FreeBSD as a virtual server

I am interested in FreeBSD as the virtual server, not as the guest OS, but it doesn't seem there are as many options for that? It seems most people use Linux, doze, or something else?
 
virtual servers

That is what I am hoping for, I am much more familiar with bsd than with Linux, so I would prefer to use that as the VM server OS. I saw elsewhere someone recommended NetBSD.
 
There's Jails. It's one of the best options available in my opinion, but it's limited to FreeBSD guests.

There's also VirtualBox and QEMU, but the performance isn't that good.
 
brisonic said:
I am interested in FreeBSD as the virtual server, not as the guest OS, but it doesn't seem there are as many options for that? It seems most people use Linux, doze, or something else?

I am a Linux user and now using FreeBSD. Their "jail" system for virtualization is pretty damn impressive compared to my experience with Xen, QEMU, and VirtualBox under a Linux environment.

There is also a port of VirtualBox for FreeBSD which will be handy if you want to virtualize something other than FreeBSD.
 
I really miss vmware server on Freebsd. Older version used to run but they dropped the support after version 4. Virtualbox is good choice. XEN will run in dom0 under FreeBSD 8.0.
 
Many I know recommend xen on Linux as the server, I'll have to re-evaluate this some, thanx for the feedback all.
 
FreeBSD as Host System

Well under FreeBSD, you are a bit limited and as other people here are saying to you, you might want to just use jail. If you do, try using ezjail-admin it makes management somewhat easier.

I have tried vmware server under ubuntu but when running XP the keyboard/mouse is a true nitemare.
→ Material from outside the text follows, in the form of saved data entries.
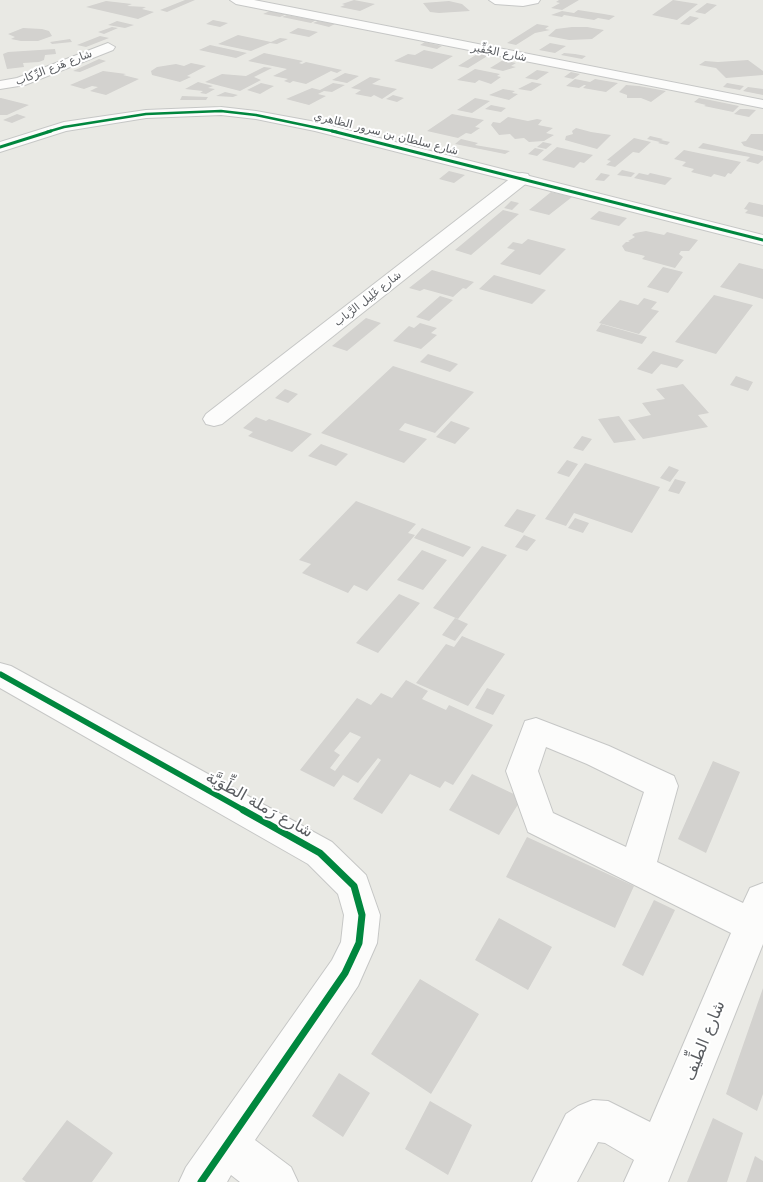 <!DOCTYPE html>
<html>
<head>
<meta charset="utf-8">
<style>
	body { margin:0 }
	canvas { display:block; background:#e9e9e4 }
</style>
</head>
<body>
<canvas width="763" height="1182"></canvas>
<script>
const g = document.querySelector('canvas').getContext('2d');
g.lineJoin = 'round';
function fill(path, color) { g.fillStyle = color; g.fill(path, 'evenodd'); }
const poly = rows => new Path2D(rows.map(r => 'M' + r).join(''));
function strokePath(path, color, width, dash) { g.strokeStyle = color; g.lineWidth = width; g.lineCap = dash ? 'butt' : 'round'; g.setLineDash(dash || []); g.stroke(path); }
function write(font, color, halo, rows, align = 'center') {
  g.font = font + ' "DejaVu Sans","Noto Sans Arabic",sans-serif'; g.lineWidth = 4; g.setLineDash([]); g.textBaseline = 'middle'; g.strokeStyle = halo; g.fillStyle = color; for (const [text, x, y, turn = 0] of rows) {
    g.save(); g.translate(x, y); g.rotate((+turn || 0) * Math.PI / 180); g.textAlign = isNaN(turn) ? turn : align; if (halo) g.strokeText(text, 0, 0); g.fillText(text, 0, 0); g.restore();
  }
}
fill(poly([
	[185,0,195,0,167,12,160,10],
	[354,0,375,4,360,11,340,7,345,5,342,4],
	[559,0,579,0,562,10,551,8,560,3,556,2],
	[673,0,698,4,677,20,652,15],
	[106,1,132,4,127,6,146,7,142,9,154,12,138,19,86,7],
	[449,1,462,4,470,11,439,13,430,12,423,3],
	[707,3,717,5,705,14,695,12],
	[578,10,604,14,615,16,609,20,598,18,594,20,564,15,562,17,551,15,562,11,574,13],
	[270,11,287,14,280,17,263,14],
	[287,15,308,19,316,20,311,23,282,17],
	[690,16,699,18,689,25,680,24],
	[213,20,228,23,220,27,206,24],
	[117,21,134,25,125,28,108,25],
	[318,21,335,24,329,27,313,23],
	[537,24,549,26,545,29,550,30,535,33,516,45,507,43],
	[112,27,118,28,104,34,98,32],
	[572,27,587,27,604,30,592,39,569,40,548,36,556,29],
	[23,28,42,29,49,31,52,36,38,41,21,41,11,39,15,37,8,34],
	[298,28,318,32,309,37,289,33],
	[238,35,271,42,280,38,288,39,277,44,270,43,251,51,218,44],
	[100,36,109,38,86,47,77,45],
	[70,39,72,42,52,44,50,42],
	[425,42,433,44,442,46,437,49,420,45],
	[550,43,566,46,555,53,539,50],
	[210,45,247,53,236,58,199,50],
	[55,49,56,54,45,55,44,60,39,62,23,63,24,67,7,69,3,54,8,52],
	[424,50,453,56,432,69,394,61,408,54,415,55],
	[264,53,303,61,299,63,302,64,306,62,342,70,337,73,331,71,306,84,293,81,290,83,284,81,288,79,273,76,287,69,248,61],
	[479,53,489,55,468,68,458,66],
	[564,53,575,54,586,56,582,59,561,55],
	[99,59,106,61,80,72,73,71],
	[503,60,516,63,511,66,516,67,503,71,490,68],
	[748,60,763,71,763,75,726,78,716,68,699,65,705,61,718,62],
	[191,63,206,66,187,76,191,77,180,82,152,75,151,71,157,67,176,64,184,66],
	[264,67,272,68,254,77,261,80,240,91,205,82,222,74,246,76],
	[475,69,500,74,497,76,501,77,491,84,479,80,475,83,457,80],
	[537,70,549,72,537,80,525,78],
	[103,71,126,74,123,75,139,79,106,95,90,91,98,87,92,86,84,89,70,85],
	[571,72,580,74,573,79,564,77],
	[345,73,359,76,347,83,332,80],
	[370,77,381,79,372,84,397,89,382,99,374,95,371,97,355,94,361,90,351,88],
	[575,79,590,82,595,79,618,83,606,92,583,88,586,85,584,85,579,88,566,86],
	[198,82,213,86,208,88,215,89,206,94,200,93,203,91,185,89],
	[532,82,542,84,531,91,518,89],
	[261,83,274,86,260,94,247,90],
	[333,83,345,85,332,92,324,91,318,94,326,96,309,105,286,99,312,88,320,90],
	[727,83,744,86,740,90,723,87],
	[626,85,639,86,666,91,651,102,641,98,627,98,627,95,619,92],
	[748,87,763,89,763,95,743,91],
	[503,89,515,91,512,93,518,94,509,100,489,95],
	[225,92,238,95,233,97,216,96],
	[393,95,404,98,397,102,386,99],
	[182,96,208,97,206,100,180,100],
	[0,98,1,98,29,105,7,115,0,115],
	[475,98,490,101,472,113,457,110],
	[699,98,710,100,739,106,733,112,704,106,706,105,694,102],
	[491,105,506,108,501,112,485,109],
	[740,109,747,109,756,110,749,117,734,114],
	[17,114,26,117,12,123,3,120],
	[452,114,484,120,475,127,480,128,471,134,466,133,458,138,427,131],
	[508,117,528,121,537,119,542,120,538,125,553,128,546,133,554,135,544,141,529,142,524,138,515,139,510,134,499,135,491,125,493,122,500,123],
	[576,128,591,132,611,135,597,149,565,140,566,136,573,134,572,131],
	[751,134,763,134,763,151,744,146,741,142,746,141],
	[650,136,663,139,661,140,670,142,667,145,658,143,660,142,647,139],
	[634,138,651,142,639,153,633,152,615,167,606,165,611,161,607,160],
	[461,139,478,143,475,145,510,151,505,154,455,144],
	[543,142,552,144,546,149,537,147],
	[703,143,763,156,763,160,758,164,746,161,750,157,698,148],
	[557,147,593,155,584,163,580,162,574,168,542,160],
	[535,148,544,150,537,156,528,154],
	[684,150,741,162,731,174,728,173,725,177,714,174,711,177,691,172,694,169,682,166,686,162,674,159],
	[622,170,635,173,631,177,617,175],
	[449,171,465,175,454,183,439,179],
	[601,173,610,175,604,181,595,180],
	[639,173,648,175,650,173,672,178,665,185,634,178],
	[551,192,572,197,549,215,529,210],
	[511,201,519,203,512,210,504,208],
	[749,202,763,205,763,217,745,213,748,210,744,209],
	[503,210,519,214,471,255,455,250],
	[599,211,627,218,619,226,590,219],
	[646,231,664,235,667,232,698,240,689,251,681,251,679,254,683,257,675,268,642,259,645,256,625,251,622,246,626,242,630,242,628,241,635,237,632,235,635,233],
	[528,239,566,249,540,275,500,264,515,250,507,248,513,242,522,244],
	[739,263,763,269,763,299,720,287],
	[663,267,683,272,668,293,647,287],
	[432,270,474,282,466,289,463,288,453,297,424,289,420,291,409,288],
	[494,275,546,290,532,304,479,289],
	[714,295,753,305,716,354,675,342],
	[440,296,453,300,429,321,416,317],
	[644,298,657,302,651,309,659,311,639,334,599,323,620,300,638,305],
	[366,318,381,323,347,351,332,346],
	[420,323,437,328,431,333,437,335,421,349,393,341,409,326,414,328],
	[601,324,647,337,642,344,596,331],
	[653,351,684,360,677,368,661,364,652,374,637,369],
	[428,354,444,359,458,364,450,372,420,362],
	[393,366,474,392,435,433,405,423,399,430,427,439,404,463,321,433],
	[736,376,753,382,748,391,730,385],
	[683,384,709,413,698,415,708,427,643,439,628,420,651,415,642,403,665,399,656,389],
	[285,389,298,394,288,403,275,398],
	[619,416,636,440,614,443,598,419],
	[256,417,266,421,269,419,312,434,292,452,248,436,253,432,243,428],
	[451,421,470,428,455,444,436,437],
	[582,436,592,439,583,451,573,448],
	[321,444,348,454,336,466,308,456],
	[567,460,578,464,569,477,557,473],
	[585,463,660,487,632,533,574,513,566,526,545,519],
	[669,466,679,470,670,482,660,478],
	[675,479,686,482,679,494,668,491],
	[356,501,416,524,408,533,415,535,367,591,354,585,348,593,302,573,311,564,299,560],
	[517,509,536,515,523,533,504,526],
	[575,518,589,523,583,533,568,528],
	[422,528,471,547,463,557,414,538],
	[524,535,536,540,527,551,515,547],
	[482,546,507,555,458,619,433,608],
	[422,550,447,560,423,590,397,580],
	[399,594,420,603,378,653,356,643],
	[455,618,468,624,455,641,442,635],
	[462,636,505,654,468,706,416,683,446,644,454,647],
	[406,680,428,691,422,699,446,710,449,705,493,725,453,785,445,781,440,788,410,774,382,814,353,799,381,760,378,758,358,783,343,775,334,787,300,770,357,698,371,705,381,693,392,698],
	[350,732,361,737,335,771,330,768,340,755,334,751],
	[487,688,505,695,493,715,475,708],
	[713,761,740,772,706,853,678,839],
	[472,774,522,798,499,835,449,810],
	[527,837,634,886,615,928,506,877],
	[654,900,675,910,643,976,622,965],
	[499,918,552,947,528,990,475,960],
	[420,979,479,1014,431,1094,371,1054],
	[763,988,763,1094,757,1111,726,1094],
	[339,1073,370,1093,343,1137,312,1116],
	[430,1101,472,1125,448,1175,405,1149],
	[713,1118,743,1133,727,1182,687,1182],
	[67,1120,113,1153,92,1182,26,1182,22,1179],
	[755,1156,763,1161,763,1182,746,1182]
]), '#d3d2cf');
const minor = poly([
	[230,0,254,0,763,100,763,108,236,4,230,0],
	[489,0,540,0,538,3,523,6,495,4,489,0],
	[108,43,115,47,113,50,25,85,0,89,0,81,17,78,108,43],
	[522,173,528,174,530,178,528,182,222,424,214,426,206,424,203,419,206,414,516,174,522,173],
	[0,663,11,666,332,842,366,875,380,915,377,943,358,986,255,1140,291,1167,298,1182,240,1182,231,1175,227,1182,179,1182,186,1167,332,960,341,942,344,915,338,894,308,864,0,688,0,663],
	[536,718,609,746,674,776,678,786,657,862,743,903,750,888,763,883,763,944,668,1182,624,1182,634,1160,605,1143,598,1142,577,1182,532,1182,566,1114,578,1106,593,1100,608,1101,650,1122,731,933,528,832,506,771,525,721,536,718],
	[546,747,587,764,644,792,626,847,553,813,538,771,546,747]
]);
const tertiary = poly([
	[221,107,256,111,316,122,763,235,763,245,315,131,256,119,221,115,146,118,66,131,0,152,0,142,64,122,146,110,221,107]
]);
strokePath(minor, '#c6c7c6', 2);
strokePath(tertiary, '#c6c7c6', 2);
fill(minor, '#fcfcfb');
fill(tertiary, '#fcfcfb');
strokePath(poly([
	[47,132,64,127,146,114,221,111,256,115,337,132]
]), '#00873e', 2.5);
strokePath(poly([
	[332,131,763,240],
	[0,147,51,131]
]), '#00873e', 3);
strokePath(poly([
	[0,674,245,811]
]), '#00873e', 5.5);
strokePath(poly([
	[201,1182,345,973,359,943,362,915,354,886,320,853,243,810]
]), '#00873e', 7);
write('11px', '#5a5d61', '#fff', [
	["شارع الجُفِّير",499,53,11],
	["شارع هَزع الرِّكاب",54,68,-21],
	["شارع سلطان بن سرور الظاهري",386,134,14],
	["شارع غَلِيل الرَّباب",368,299,-38]
]);
write('16px', '#5a5d61', '#fff', [
	["شارع رَملة الطِّوَيَّة",259,805,29],
	["شارع الطِّيف",705,1041,-68]
]);
</script>
</body>
</html>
It would be nice if vmware would run natively in FreeBSD.
 
brisonic said:
Many I know recommend xen on Linux as the server, I'll have to re-evaluate this some, thanx for the feedback all.

My recommendation, after having used Xen 3.0-3.2 and KVM 7x-8x (before it became known as kvm-kmod/qemu-kvm) on multiple host systems running 32-bit and 64-bit guests (Debian, Ubuntu, FreeBSD, Windows XP, and Windows Server 2003):
  • use AMD Opteron systems for the host, as every single Opteron out there supports hardware virtualisation, whereas trying to figure out exactly which Intel CPUs support which virtualisation extensions can be a royal pain
  • use a Linux distro for the host OS, with support for current versions of Linux-VServer/OpenVZ and KVM. That gives you support for lightweight jail-like setups using the host kernel, and the ability to run any other guest OS in a full-fledged VM. KVM is a lot easier to manage, understand, and use than Xen.
  • pick a management framework early, as it's hard to shoehorn running VMs into one later on. If you like RedHat systems, have a look at oVirt. If you like Debian systems, have a look at Proxmox VE.

If you just need to run the odd VM here and there, VirtualBox 3.1 is shaping up quite nicely. Especially if you have an AMD CPU (or an Intel one that supports hardware virt).